* _What you will do_
Print every record below exactly, minus the pictures.

* _Data provided_
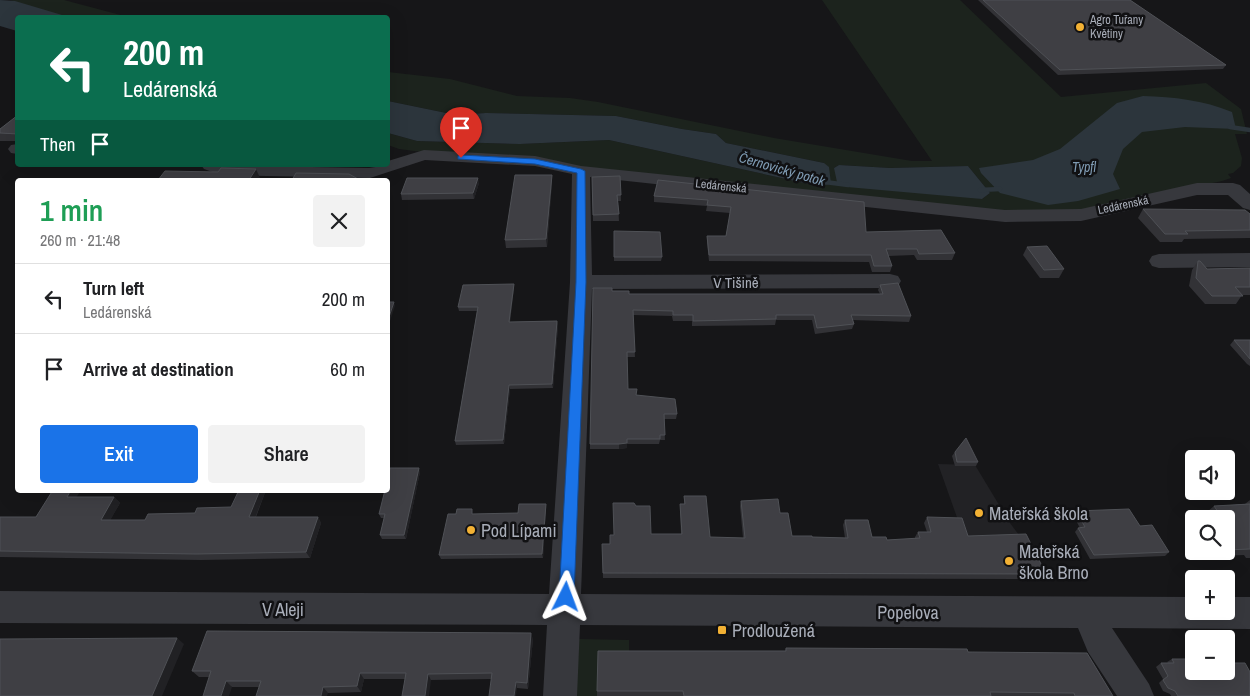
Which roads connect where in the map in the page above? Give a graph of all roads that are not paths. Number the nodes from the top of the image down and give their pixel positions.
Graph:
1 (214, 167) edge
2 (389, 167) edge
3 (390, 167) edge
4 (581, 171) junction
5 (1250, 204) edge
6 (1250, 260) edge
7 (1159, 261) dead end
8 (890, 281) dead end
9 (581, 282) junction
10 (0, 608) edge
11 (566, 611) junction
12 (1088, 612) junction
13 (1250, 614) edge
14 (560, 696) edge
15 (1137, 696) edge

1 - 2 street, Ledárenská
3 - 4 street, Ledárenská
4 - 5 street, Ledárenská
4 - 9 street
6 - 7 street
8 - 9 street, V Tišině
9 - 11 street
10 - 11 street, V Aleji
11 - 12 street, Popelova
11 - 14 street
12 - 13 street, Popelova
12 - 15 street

* _Result_
Which roads connect where in the map in the page above? Give a graph of all roads that are not paths. Number the nodes from the top of the image down and give their pixel positions.
Graph:
1 (214, 167) edge
2 (389, 167) edge
3 (390, 167) edge
4 (581, 171) junction
5 (1250, 204) edge
6 (1250, 260) edge
7 (1159, 261) dead end
8 (890, 281) dead end
9 (581, 282) junction
10 (0, 608) edge
11 (566, 611) junction
12 (1088, 612) junction
13 (1250, 614) edge
14 (560, 696) edge
15 (1137, 696) edge

1 - 2 street, Ledárenská
3 - 4 street, Ledárenská
4 - 5 street, Ledárenská
4 - 9 street
6 - 7 street
8 - 9 street, V Tišině
9 - 11 street
10 - 11 street, V Aleji
11 - 12 street, Popelova
11 - 14 street
12 - 13 street, Popelova
12 - 15 street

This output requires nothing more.